## Records shown:

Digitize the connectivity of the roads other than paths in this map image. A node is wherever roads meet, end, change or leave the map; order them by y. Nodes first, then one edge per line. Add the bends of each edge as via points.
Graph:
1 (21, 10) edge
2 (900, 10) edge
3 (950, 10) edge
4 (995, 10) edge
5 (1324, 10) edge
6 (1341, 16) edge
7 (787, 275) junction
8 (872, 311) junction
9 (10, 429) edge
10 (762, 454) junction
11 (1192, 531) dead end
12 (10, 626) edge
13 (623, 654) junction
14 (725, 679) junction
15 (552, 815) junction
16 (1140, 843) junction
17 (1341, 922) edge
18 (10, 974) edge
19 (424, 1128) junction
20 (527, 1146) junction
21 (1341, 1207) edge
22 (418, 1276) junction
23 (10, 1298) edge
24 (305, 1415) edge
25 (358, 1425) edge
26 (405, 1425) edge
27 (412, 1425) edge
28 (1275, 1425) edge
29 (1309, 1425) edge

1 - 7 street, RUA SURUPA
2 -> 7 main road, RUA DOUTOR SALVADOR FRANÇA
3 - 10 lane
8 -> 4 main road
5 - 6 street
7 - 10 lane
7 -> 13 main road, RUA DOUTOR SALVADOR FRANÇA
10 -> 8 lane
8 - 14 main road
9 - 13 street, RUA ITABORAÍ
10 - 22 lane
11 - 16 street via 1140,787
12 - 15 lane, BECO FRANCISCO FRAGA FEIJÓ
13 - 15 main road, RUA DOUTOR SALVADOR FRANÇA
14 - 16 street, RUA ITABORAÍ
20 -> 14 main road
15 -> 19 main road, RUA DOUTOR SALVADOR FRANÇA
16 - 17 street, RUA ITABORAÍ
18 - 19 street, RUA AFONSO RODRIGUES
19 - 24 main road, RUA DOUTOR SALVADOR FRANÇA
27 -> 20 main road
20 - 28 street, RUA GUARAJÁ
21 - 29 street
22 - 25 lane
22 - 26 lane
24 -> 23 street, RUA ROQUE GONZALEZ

## Exercise directions:
Please return the data above in full, without altering a single line.

## Written solution:
Digitize the connectivity of the roads other than paths in this map image. A node is wherever roads meet, end, change or leave the map; order them by y. Nodes first, then one edge per line. Add the bends of each edge as via points.
Graph:
1 (21, 10) edge
2 (900, 10) edge
3 (950, 10) edge
4 (995, 10) edge
5 (1324, 10) edge
6 (1341, 16) edge
7 (787, 275) junction
8 (872, 311) junction
9 (10, 429) edge
10 (762, 454) junction
11 (1192, 531) dead end
12 (10, 626) edge
13 (623, 654) junction
14 (725, 679) junction
15 (552, 815) junction
16 (1140, 843) junction
17 (1341, 922) edge
18 (10, 974) edge
19 (424, 1128) junction
20 (527, 1146) junction
21 (1341, 1207) edge
22 (418, 1276) junction
23 (10, 1298) edge
24 (305, 1415) edge
25 (358, 1425) edge
26 (405, 1425) edge
27 (412, 1425) edge
28 (1275, 1425) edge
29 (1309, 1425) edge

1 - 7 street, RUA SURUPA
2 -> 7 main road, RUA DOUTOR SALVADOR FRANÇA
3 - 10 lane
8 -> 4 main road
5 - 6 street
7 - 10 lane
7 -> 13 main road, RUA DOUTOR SALVADOR FRANÇA
10 -> 8 lane
8 - 14 main road
9 - 13 street, RUA ITABORAÍ
10 - 22 lane
11 - 16 street via 1140,787
12 - 15 lane, BECO FRANCISCO FRAGA FEIJÓ
13 - 15 main road, RUA DOUTOR SALVADOR FRANÇA
14 - 16 street, RUA ITABORAÍ
20 -> 14 main road
15 -> 19 main road, RUA DOUTOR SALVADOR FRANÇA
16 - 17 street, RUA ITABORAÍ
18 - 19 street, RUA AFONSO RODRIGUES
19 - 24 main road, RUA DOUTOR SALVADOR FRANÇA
27 -> 20 main road
20 - 28 street, RUA GUARAJÁ
21 - 29 street
22 - 25 lane
22 - 26 lane
24 -> 23 street, RUA ROQUE GONZALEZ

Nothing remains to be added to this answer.